**Work order**
Nothing but a number belongs in the answer: how many lines of the records below contain the string "node".

**Material to process**
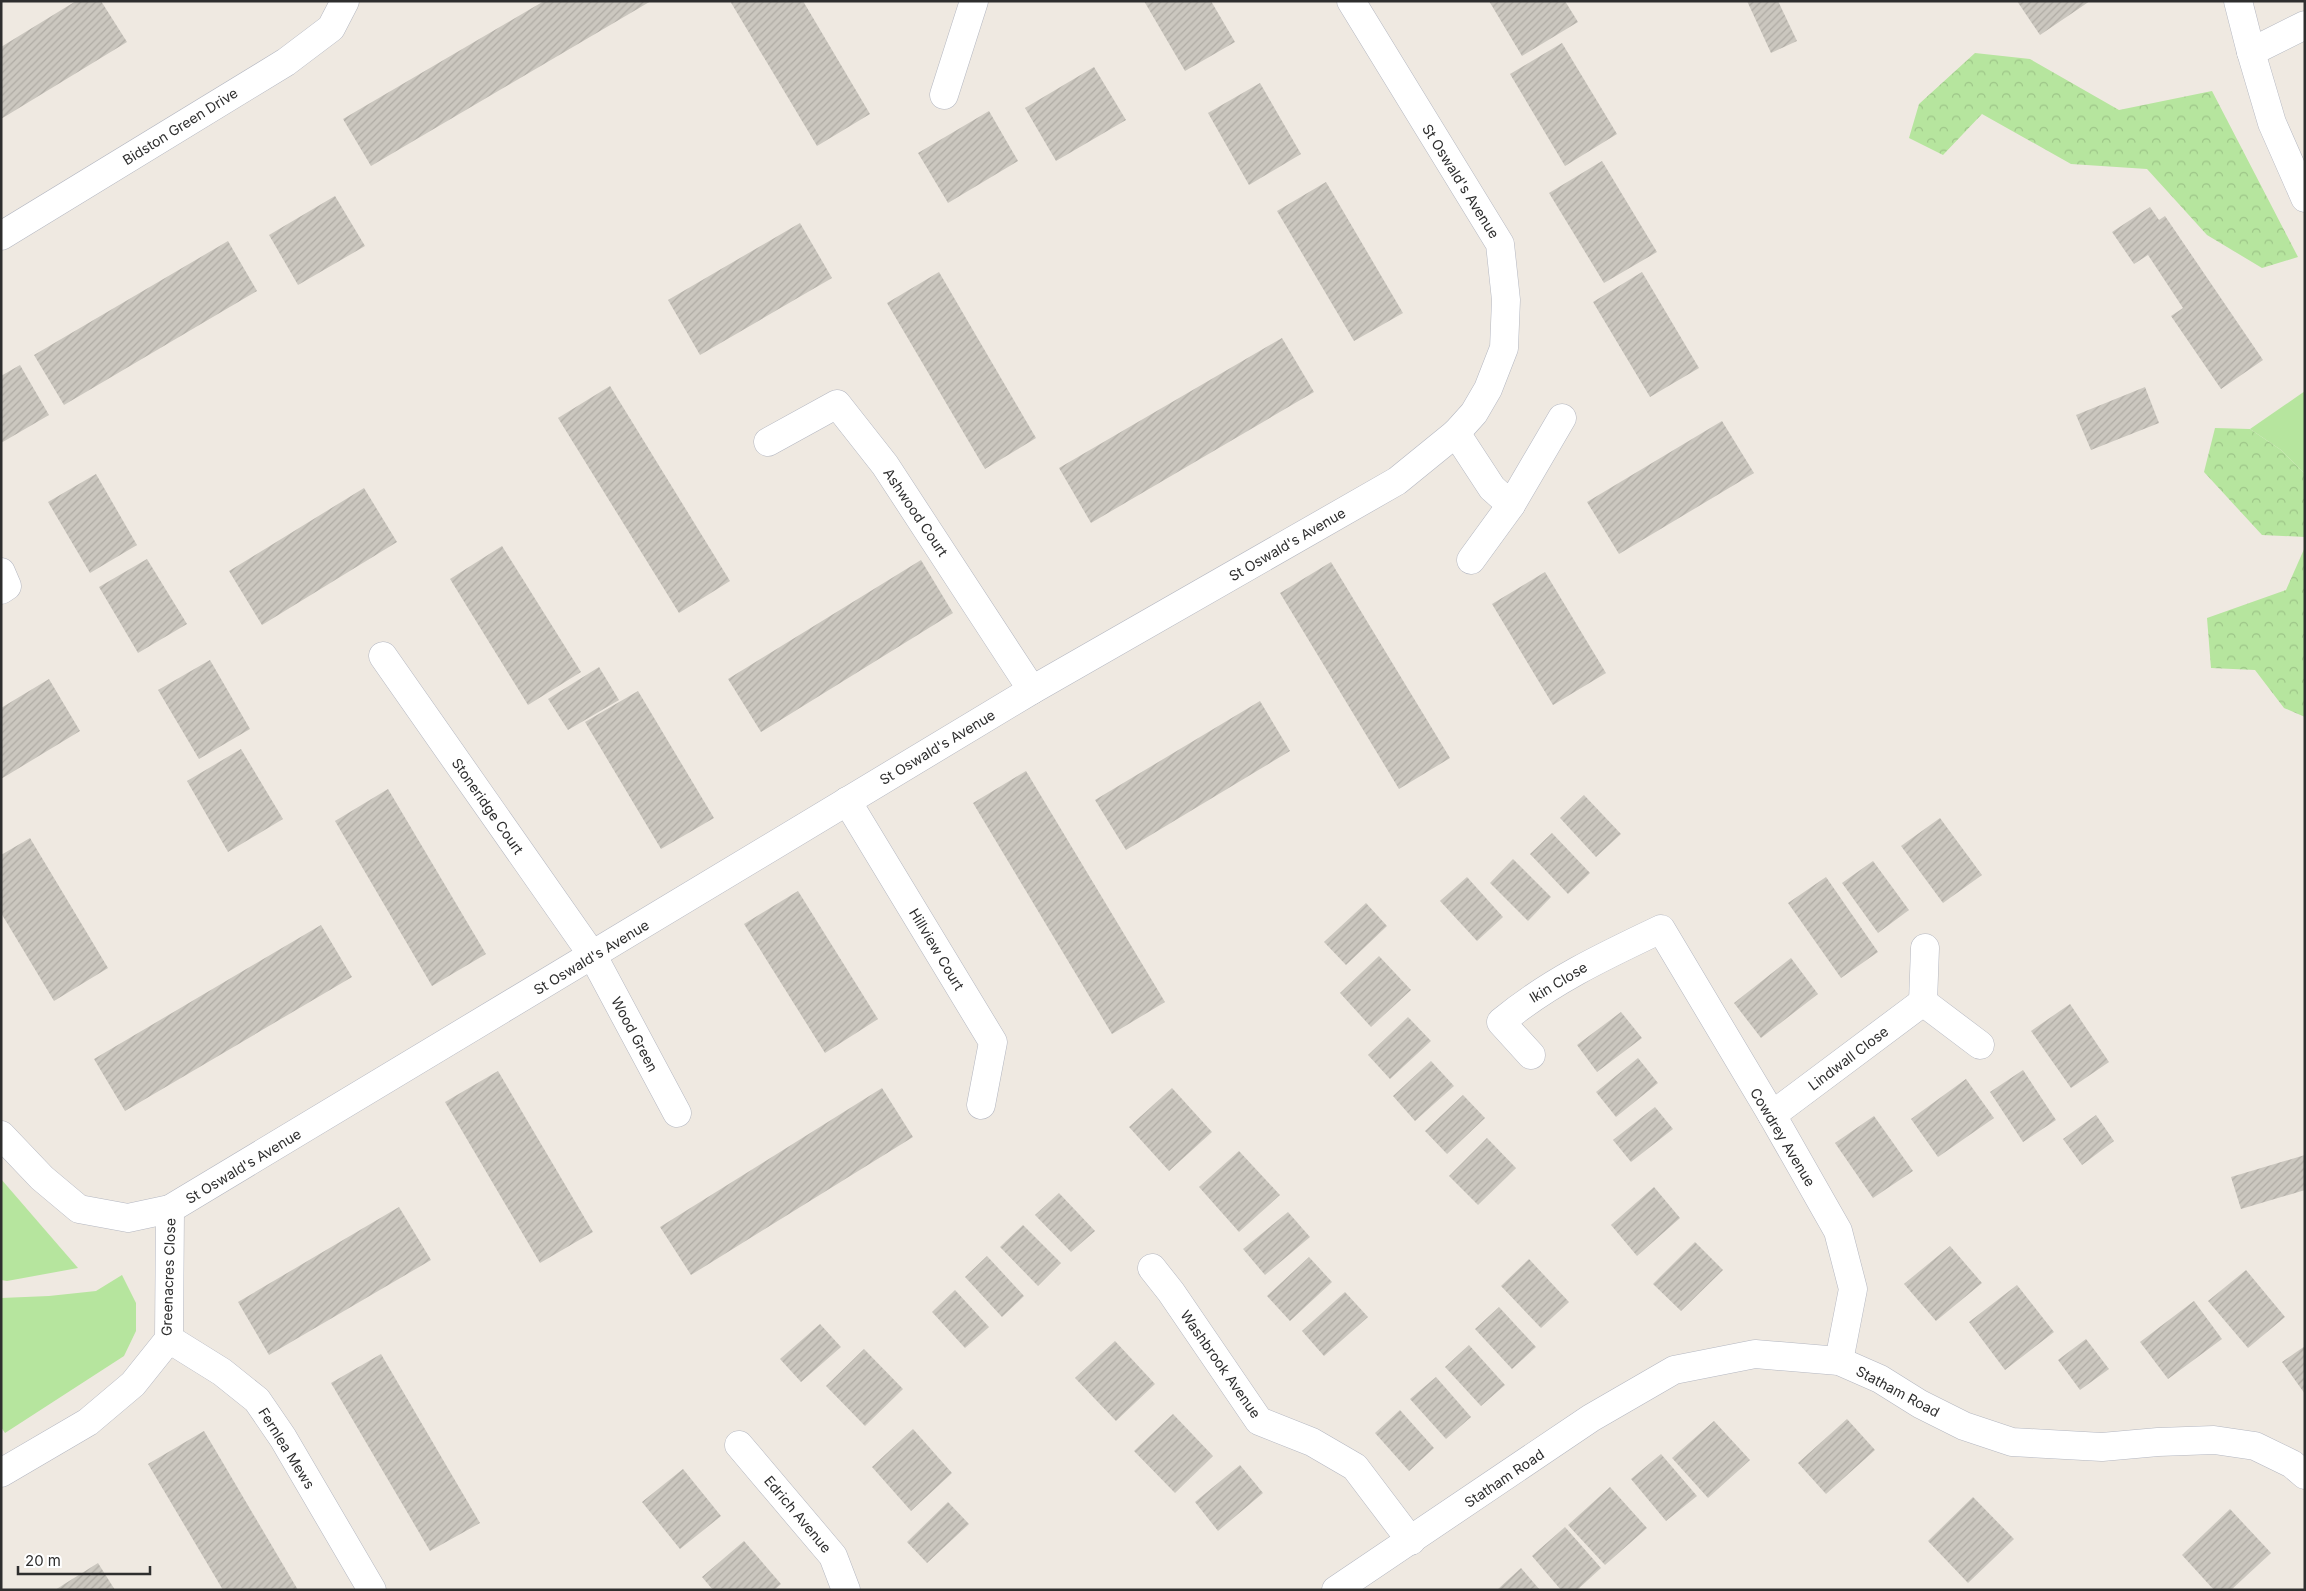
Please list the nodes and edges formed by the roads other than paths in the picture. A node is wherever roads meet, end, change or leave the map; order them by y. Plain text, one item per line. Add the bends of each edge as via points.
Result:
1 (345, 1) edge
2 (974, 1) edge
3 (1351, 1) edge
4 (2238, 1) edge
5 (2305, 26) edge
6 (2251, 52) junction
7 (944, 95) dead end
8 (2305, 198) edge
9 (1, 236) edge
10 (1562, 418) dead end
11 (1456, 433) junction
12 (768, 442) dead end
13 (1511, 505) junction
14 (1471, 560) dead end
15 (1, 572) edge
16 (1, 590) edge
17 (383, 656) dead end
18 (1032, 690) junction
19 (847, 801) junction
20 (1660, 929) joint
21 (1925, 948) dead end
22 (593, 956) junction
23 (1924, 1002) junction
24 (1980, 1045) dead end
25 (1531, 1056) dead end
26 (981, 1105) dead end
27 (677, 1113) dead end
28 (1772, 1114) junction
29 (1, 1135) edge
30 (170, 1209) junction
31 (1152, 1268) dead end
32 (169, 1339) junction
33 (1840, 1361) junction
34 (739, 1445) dead end
35 (1, 1473) edge
36 (2305, 1475) edge
37 (1411, 1541) junction
38 (372, 1590) edge
39 (846, 1590) edge
40 (1336, 1590) edge

1 - 9 street, Bidston Green Drive via 331,28 286,62
2 - 7 street
3 - 11 street, St Oswald's Avenue via 1500,244 1506,300 1504,348 1488,389 1474,413
4 - 6 street
5 - 6 street
6 - 8 street via 2272,123
10 - 13 street
11 - 13 street via 1492,488
11 - 18 street, St Oswald's Avenue via 1397,481
12 - 18 street, Ashwood Court via 837,404 890,472
13 - 14 street
15 - 16 street via 8,586
17 - 22 street, Stoneridge Court
18 - 19 street, St Oswald's Avenue
19 - 22 street, St Oswald's Avenue
19 - 26 street, Hillview Court via 993,1042
20 - 25 street, Ikin Close via 1583,966 1529,998 1500,1022
20 - 28 street, Cowdrey Avenue
21 - 23 street
22 - 27 street, Wood Green
22 - 30 street, St Oswald's Avenue
23 - 24 street
23 - 28 street, Lindwall Close
28 - 33 street, Cowdrey Avenue via 1838,1231 1853,1289
29 - 30 street, St Oswald's Avenue via 42,1178 79,1209 128,1218
30 - 32 street, Greenacres Close
31 - 37 street, Washbrook Avenue via 1259,1421 1312,1442 1355,1467
32 - 35 street, Greenacres Close via 133,1384 88,1422
32 - 38 street, Fernlea Mews via 222,1372 257,1400
33 - 36 street, Statham Road via 1880,1378 1920,1404 1964,1426 2012,1442 2102,1447 2214,1440 2255,1446 2292,1464
33 - 37 street, Statham Road via 1755,1354 1674,1370 1591,1418
34 - 39 street, Edrich Avenue via 833,1556
37 - 40 street, Statham Road

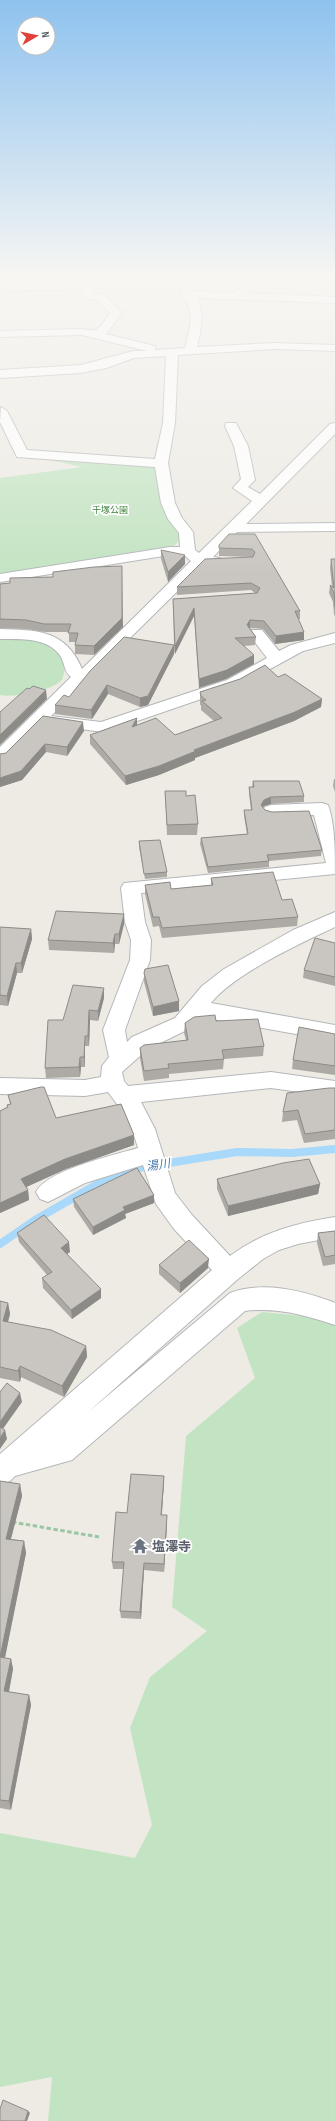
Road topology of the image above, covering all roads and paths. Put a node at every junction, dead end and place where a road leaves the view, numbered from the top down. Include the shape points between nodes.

**Output of the task**
2